# Problème partage réseau, Partage réseau moutain lion mac mi



## codiwar (8 Octobre 2012)

Bonjour,
J'essaye de faire un partage réseau afin de me servir de mon Mac Mini (2011) sous 10.8.2 en tant que routeur wifi.
Donc je branche mon Mac Mini en Ethernet et il est bien connecté à internet.
Ensuite j'active le partage wifi, je ne mets pas de mot de passe pour l'instant.
J'essaye un nouveau nom de wifi.

Donc là c'est ok ensuite je vais sur mon MacBook Pro Retina sous 10.8.2 et je rejoins le réseau wifi que je viens de créer.
Dans les ordinateurs que je vois, je vois bien mon Mac Mini et je peux lire les fichiers qui sont partagés.
Mais je n'ai pas internet.
J'ai testé sur les canaux en 2,4Ghz mais je n'ai pas internet non plus, puis ce qui m'intéresse c'est le wifi 5Ghz donc sur le canal 40
Je ne vois pas le wifi sous mon iPhone 4S (Pas de 5Ghz) donc ça c'est normal. 
Mais voilà je n'arrive pas avoir internet.
Je me demande si il n'y a pas des réglages DNS à faire ? Pourtant je me souviens l'avoir fait sous Lion et ça marchait correctement et je 
n'avais rien eu à faire. La seule différence c'est que j'ai installer Mountain Lion Server. Donc j'ai les services serveur qui tournent. 
Mais je n'ai pas de service DNS.. 

Donc voilà, j'ai essayé de remettre par défaut mes paramètres réseaux mais je n'ai pas trouvé comment faire.

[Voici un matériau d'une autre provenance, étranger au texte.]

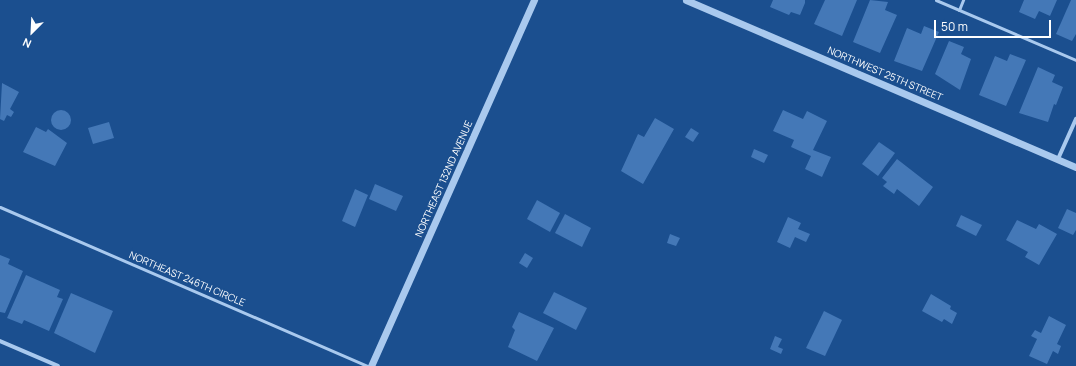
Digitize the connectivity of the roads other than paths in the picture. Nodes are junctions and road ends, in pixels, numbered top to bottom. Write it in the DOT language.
graph roads {
  1 [pos="534,0"];
  2 [pos="686,0"];
  3 [pos="936,0"];
  4 [pos="963,0"];
  5 [pos="959,10"];
  6 [pos="1076,60"];
  7 [pos="1076,118"];
  8 [pos="1058,159"];
  9 [pos="1076,167"];
  10 [pos="0,207"];
  11 [pos="0,341"];
  12 [pos="58,366"];
  13 [pos="367,366"];
  14 [pos="371,366"];
  1 -- 14 [label="street, NORTHEAST 132ND AVENUE"];
  2 -- 8 [label="street, NORTHWEST 25TH STREET"];
  3 -- 5 [label="lane"];
  4 -- 5 [label="lane"];
  5 -- 6 [label="lane"];
  7 -- 8 [label="street"];
  8 -- 9 [label="street, NORTHWEST 25TH STREET"];
  10 -- 13 [label="lane, NORTHEAST 246TH CIRCLE"];
  11 -- 12 [label="street"];
}
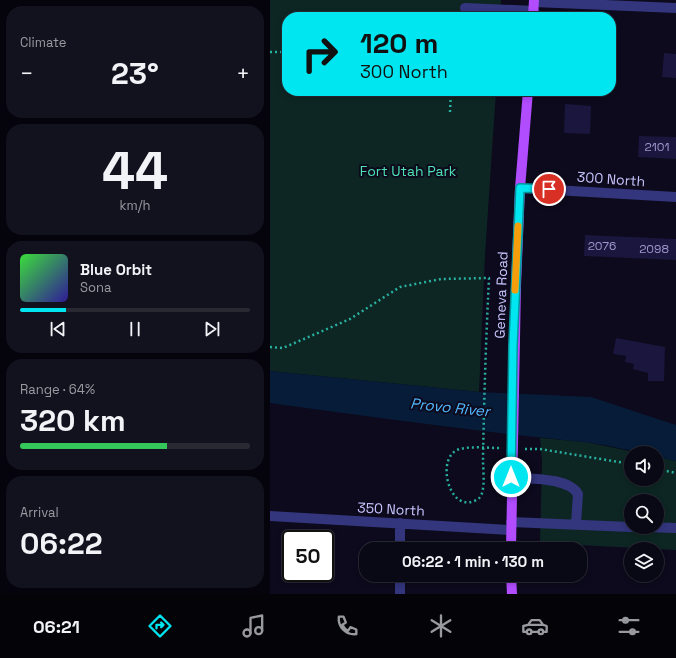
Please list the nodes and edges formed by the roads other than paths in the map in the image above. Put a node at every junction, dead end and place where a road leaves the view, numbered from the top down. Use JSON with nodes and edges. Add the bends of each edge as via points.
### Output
{"nodes":[{"id":1,"x":534,"y":7,"type":"edge"},
{"id":2,"x":465,"y":8,"type":"dead end"},
{"id":3,"x":676,"y":8,"type":"edge"},
{"id":4,"x":528,"y":96,"type":"edge"},
{"id":5,"x":520,"y":188,"type":"junction"},
{"id":6,"x":676,"y":197,"type":"edge"},
{"id":7,"x":511,"y":474,"type":"junction"},
{"id":8,"x":270,"y":516,"type":"edge"},
{"id":9,"x":400,"y":523,"type":"junction"},
{"id":10,"x":576,"y":524,"type":"junction"},
{"id":11,"x":510,"y":526,"type":"junction"},
{"id":12,"x":624,"y":526,"type":"edge"},
{"id":13,"x":664,"y":528,"type":"edge"},
{"id":14,"x":676,"y":528,"type":"edge"},
{"id":15,"x":400,"y":542,"type":"edge"},
{"id":16,"x":511,"y":542,"type":"edge"},
{"id":17,"x":400,"y":582,"type":"edge"},
{"id":18,"x":511,"y":582,"type":"edge"},
{"id":19,"x":400,"y":594,"type":"edge"},
{"id":20,"x":512,"y":594,"type":"edge"}],
"edges":[{"from":1,"to":2,"type":"street"},
{"from":1,"to":3,"type":"street"},
{"from":4,"to":5,"type":"main road","name":"Geneva Road"},
{"from":5,"to":6,"type":"street","name":"300 North"},
{"from":5,"to":7,"type":"main road","name":"Geneva Road","via":[[513,346]]},
{"from":7,"to":10,"type":"street","via":[[573,488],[578,494]]},
{"from":7,"to":11,"type":"main road","name":"Geneva Road"},
{"from":8,"to":9,"type":"street","name":"350 North"},
{"from":9,"to":11,"type":"street","name":"350 North"},
{"from":9,"to":15,"type":"street"},
{"from":10,"to":11,"type":"street","name":"350 North"},
{"from":10,"to":12,"type":"street","name":"350 North"},
{"from":11,"to":16,"type":"main road","name":"Geneva Road"},
{"from":13,"to":14,"type":"street"},
{"from":17,"to":19,"type":"street"},
{"from":18,"to":20,"type":"main road"}]}
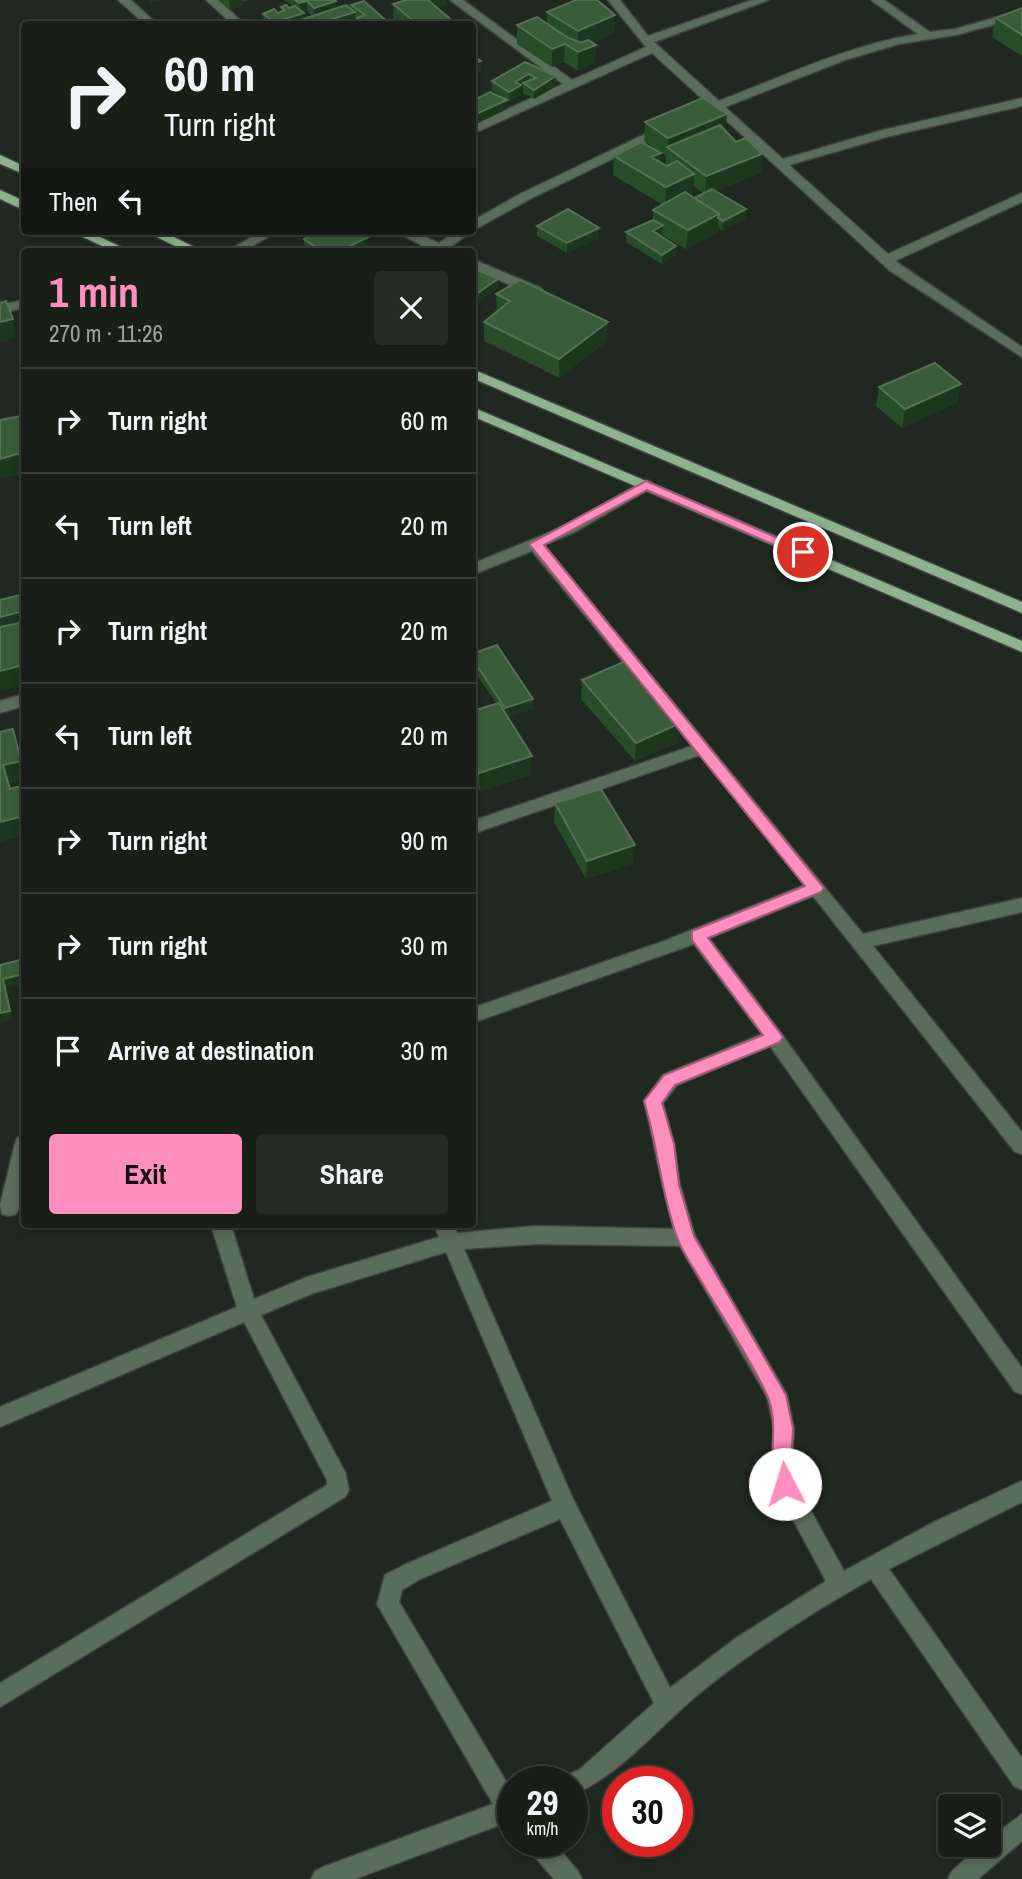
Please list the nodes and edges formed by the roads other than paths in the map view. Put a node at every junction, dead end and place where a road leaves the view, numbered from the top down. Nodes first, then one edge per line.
1 (124, 0) edge
2 (212, 0) edge
3 (456, 0) edge
4 (764, 0) edge
5 (877, 0) edge
6 (610, 2) edge
7 (1022, 13) edge
8 (148, 21) edge
9 (235, 21) edge
10 (513, 32) dead end
11 (500, 36) junction
12 (929, 37) junction
13 (650, 45) junction
14 (571, 85) junction
15 (1022, 102) edge
16 (717, 105) junction
17 (476, 128) edge
18 (0, 159) edge
19 (782, 163) junction
20 (21, 169) edge
21 (0, 194) edge
22 (1022, 197) edge
23 (21, 204) edge
24 (476, 224) edge
25 (85, 235) edge
26 (160, 235) edge
27 (264, 235) edge
28 (410, 235) edge
29 (461, 235) edge
30 (116, 248) edge
31 (189, 248) edge
32 (240, 248) edge
33 (439, 248) edge
34 (445, 248) edge
35 (886, 260) junction
36 (476, 265) edge
37 (554, 299) edge
38 (21, 305) edge
39 (0, 309) edge
40 (1022, 353) edge
41 (476, 375) edge
42 (476, 413) edge
43 (646, 485) junction
44 (535, 544) junction
45 (476, 568) edge
46 (1022, 608) edge
47 (1022, 647) edge
48 (21, 702) edge
49 (0, 706) edge
50 (703, 748) junction
51 (476, 827) edge
52 (816, 888) junction
53 (1022, 905) edge
54 (698, 936) junction
55 (860, 942) junction
56 (476, 1016) edge
57 (774, 1037) junction
58 (1022, 1146) edge
59 (21, 1159) edge
60 (11, 1208) edge
61 (222, 1228) edge
62 (447, 1234) edge
63 (686, 1238) junction
64 (248, 1310) junction
65 (1022, 1385) edge
66 (0, 1417) edge
67 (1022, 1491) edge
68 (565, 1506) junction
69 (875, 1567) junction
70 (841, 1587) junction
71 (0, 1696) edge
72 (668, 1707) junction
73 (588, 1777) edge
74 (1022, 1778) edge
75 (497, 1787) edge
76 (497, 1816) edge
77 (1022, 1826) edge
78 (550, 1857) edge
79 (323, 1879) edge
80 (570, 1879) edge
81 (960, 1879) edge

1 - 8 street
2 - 9 street
3 - 11 street
4 - 13 street
5 - 12 street
6 - 13 street
7 - 12 street
10 - 11 street
11 - 14 street
12 - 16 street
13 - 14 street
13 - 16 street
14 - 17 street
15 - 19 street
16 - 19 street
16 - 24 street
18 - 20 main road
19 - 35 street
21 - 23 main road
22 - 35 street
25 - 30 main road
26 - 31 main road
27 - 32 street
28 - 33 street
29 - 34 street
35 - 40 street
36 - 37 street
38 - 39 street
41 - 46 main road
42 - 43 main road
43 - 44 street
43 - 47 main road
44 - 45 street
44 - 50 street
48 - 49 street
50 - 51 street
50 - 52 street
52 - 54 street
52 - 55 street
53 - 55 street
54 - 56 street
54 - 57 street
55 - 58 street
57 - 63 street
57 - 65 street
59 - 60 street
61 - 64 street
62 - 63 street
62 - 64 street
62 - 68 street
63 - 70 street
64 - 66 street
64 - 71 street
67 - 69 street
68 - 72 street
68 - 75 street
69 - 70 street
69 - 74 street
70 - 72 street
72 - 73 street
76 - 79 street
77 - 81 street
78 - 80 street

Si quelqu'un à une solution ?


----------



## Anonyme (8 Octobre 2012)

Bonsoir,

 as-tu coché "Partage Internet" dans Préf système / Partage ?

http://hpics.li/9f02af3


----------



## codiwar (8 Octobre 2012)

Oui oui bien sûr, je me connecte bien sur mon MacBook au wifi, le wifi est bien diffusé, mais je ne peux pas accéder à internet. Mais les fichiers locaux je peux y accéder, même si le transfert se coupe ou change de vitesse de transfert par palier (bizarre d'ailleurs)


----------



## Anonyme (8 Octobre 2012)

Il faudrait vérifier dans Préf syst / Réseau / Avancé / Onglet DNS qu'il ne reste pas des DNS "en dur" (en noir).

Il doit ne pas y en avoir, ou alors apparaissant en grisé (fournis automatiquement par le routeur).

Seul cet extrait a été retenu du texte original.